» **Work task**: Within the records below, find each line with the word "nodes" and copy it out.

» **Material for the task**:
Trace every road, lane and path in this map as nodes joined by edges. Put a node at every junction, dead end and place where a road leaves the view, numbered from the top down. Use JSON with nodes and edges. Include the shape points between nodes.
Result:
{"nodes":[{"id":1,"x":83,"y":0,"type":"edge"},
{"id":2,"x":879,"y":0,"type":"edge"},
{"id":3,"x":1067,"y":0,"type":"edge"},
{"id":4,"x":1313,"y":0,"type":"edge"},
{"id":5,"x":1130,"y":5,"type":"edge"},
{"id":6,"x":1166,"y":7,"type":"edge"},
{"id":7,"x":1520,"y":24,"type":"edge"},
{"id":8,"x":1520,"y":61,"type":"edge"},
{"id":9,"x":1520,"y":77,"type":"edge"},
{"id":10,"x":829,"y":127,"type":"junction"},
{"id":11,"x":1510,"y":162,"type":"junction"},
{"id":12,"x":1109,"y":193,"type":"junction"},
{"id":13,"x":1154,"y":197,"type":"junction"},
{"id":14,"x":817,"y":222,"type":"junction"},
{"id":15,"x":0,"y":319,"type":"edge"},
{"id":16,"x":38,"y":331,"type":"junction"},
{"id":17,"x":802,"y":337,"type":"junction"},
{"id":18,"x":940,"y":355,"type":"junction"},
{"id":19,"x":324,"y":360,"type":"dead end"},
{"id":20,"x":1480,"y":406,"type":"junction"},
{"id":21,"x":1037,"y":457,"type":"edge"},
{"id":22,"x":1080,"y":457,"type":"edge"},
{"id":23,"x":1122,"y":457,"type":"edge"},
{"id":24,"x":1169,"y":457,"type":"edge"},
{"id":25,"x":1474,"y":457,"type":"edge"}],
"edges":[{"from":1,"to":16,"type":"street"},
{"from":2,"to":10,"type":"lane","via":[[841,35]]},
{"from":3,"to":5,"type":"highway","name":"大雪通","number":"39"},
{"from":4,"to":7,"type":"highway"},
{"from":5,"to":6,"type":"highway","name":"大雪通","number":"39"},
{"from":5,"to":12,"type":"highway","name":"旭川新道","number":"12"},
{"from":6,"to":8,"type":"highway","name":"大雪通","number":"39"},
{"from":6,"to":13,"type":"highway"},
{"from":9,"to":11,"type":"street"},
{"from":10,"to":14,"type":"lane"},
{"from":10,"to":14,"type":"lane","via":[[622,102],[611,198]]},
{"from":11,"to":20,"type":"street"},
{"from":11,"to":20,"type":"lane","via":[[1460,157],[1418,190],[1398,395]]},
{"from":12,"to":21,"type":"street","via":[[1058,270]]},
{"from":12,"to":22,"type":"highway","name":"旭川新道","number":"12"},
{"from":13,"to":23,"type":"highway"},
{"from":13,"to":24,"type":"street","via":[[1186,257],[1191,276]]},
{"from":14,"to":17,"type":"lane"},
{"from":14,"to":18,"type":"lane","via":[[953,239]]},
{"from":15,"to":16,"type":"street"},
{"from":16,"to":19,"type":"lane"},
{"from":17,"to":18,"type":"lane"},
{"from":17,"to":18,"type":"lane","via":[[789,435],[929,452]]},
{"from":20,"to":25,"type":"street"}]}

» **Answer section**:
Trace every road, lane and path in this map as nodes joined by edges. Put a node at every junction, dead end and place where a road leaves the view, numbered from the top down. Use JSON with nodes and edges. Include the shape points between nodes.
{"nodes":[{"id":1,"x":83,"y":0,"type":"edge"},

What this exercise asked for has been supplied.